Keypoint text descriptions
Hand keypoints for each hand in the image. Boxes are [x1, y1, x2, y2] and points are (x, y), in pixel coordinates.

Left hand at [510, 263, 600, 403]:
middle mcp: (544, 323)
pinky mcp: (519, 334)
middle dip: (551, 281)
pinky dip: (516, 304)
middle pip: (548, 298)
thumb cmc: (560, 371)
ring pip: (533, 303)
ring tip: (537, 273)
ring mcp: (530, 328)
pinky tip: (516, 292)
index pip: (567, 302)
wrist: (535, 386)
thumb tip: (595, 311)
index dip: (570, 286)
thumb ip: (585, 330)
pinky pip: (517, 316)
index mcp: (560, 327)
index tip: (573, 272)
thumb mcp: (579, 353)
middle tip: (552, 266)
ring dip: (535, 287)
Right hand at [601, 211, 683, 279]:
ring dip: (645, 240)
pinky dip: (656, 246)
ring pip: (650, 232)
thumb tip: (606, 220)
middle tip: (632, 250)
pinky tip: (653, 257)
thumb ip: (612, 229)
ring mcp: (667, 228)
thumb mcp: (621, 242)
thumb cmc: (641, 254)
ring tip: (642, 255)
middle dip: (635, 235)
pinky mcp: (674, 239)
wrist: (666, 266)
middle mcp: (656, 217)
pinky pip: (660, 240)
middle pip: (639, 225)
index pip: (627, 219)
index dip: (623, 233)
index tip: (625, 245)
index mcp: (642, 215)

WHAT YOU SHOULD DO ▸ Restate the data above word for word, please.

TASK OUTPUT ▸
Hand keypoints for each hand in the image. Boxes are [x1, y1, x2, y2] and points are (x, y), in pixel coordinates.

Left hand at [510, 263, 600, 403]:
middle mcp: (544, 323)
pinky mcp: (519, 334)
middle dip: (551, 281)
pinky dip: (516, 304)
middle pip: (548, 298)
thumb cmc: (560, 371)
ring pip: (533, 303)
ring tip: (537, 273)
ring mcp: (530, 328)
pinky tip: (516, 292)
index pip: (567, 302)
wrist: (535, 386)
thumb tip: (595, 311)
index dip: (570, 286)
thumb ip: (585, 330)
pinky pip: (517, 316)
index mcp: (560, 327)
index tip: (573, 272)
thumb mcp: (579, 353)
middle tip: (552, 266)
ring dip: (535, 287)
Right hand at [601, 211, 683, 279]:
ring dip: (645, 240)
pinky dip: (656, 246)
ring pip: (650, 232)
thumb tip: (606, 220)
middle tip: (632, 250)
pinky tip: (653, 257)
thumb ip: (612, 229)
ring mcp: (667, 228)
thumb mcp: (621, 242)
thumb cmc: (641, 254)
ring tip: (642, 255)
middle dip: (635, 235)
pinky mcp: (674, 239)
wrist: (666, 266)
middle mcp: (656, 217)
pinky pip: (660, 240)
middle pip: (639, 225)
index pip: (627, 219)
index dip: (623, 233)
index tip: (625, 245)
index mcp: (642, 215)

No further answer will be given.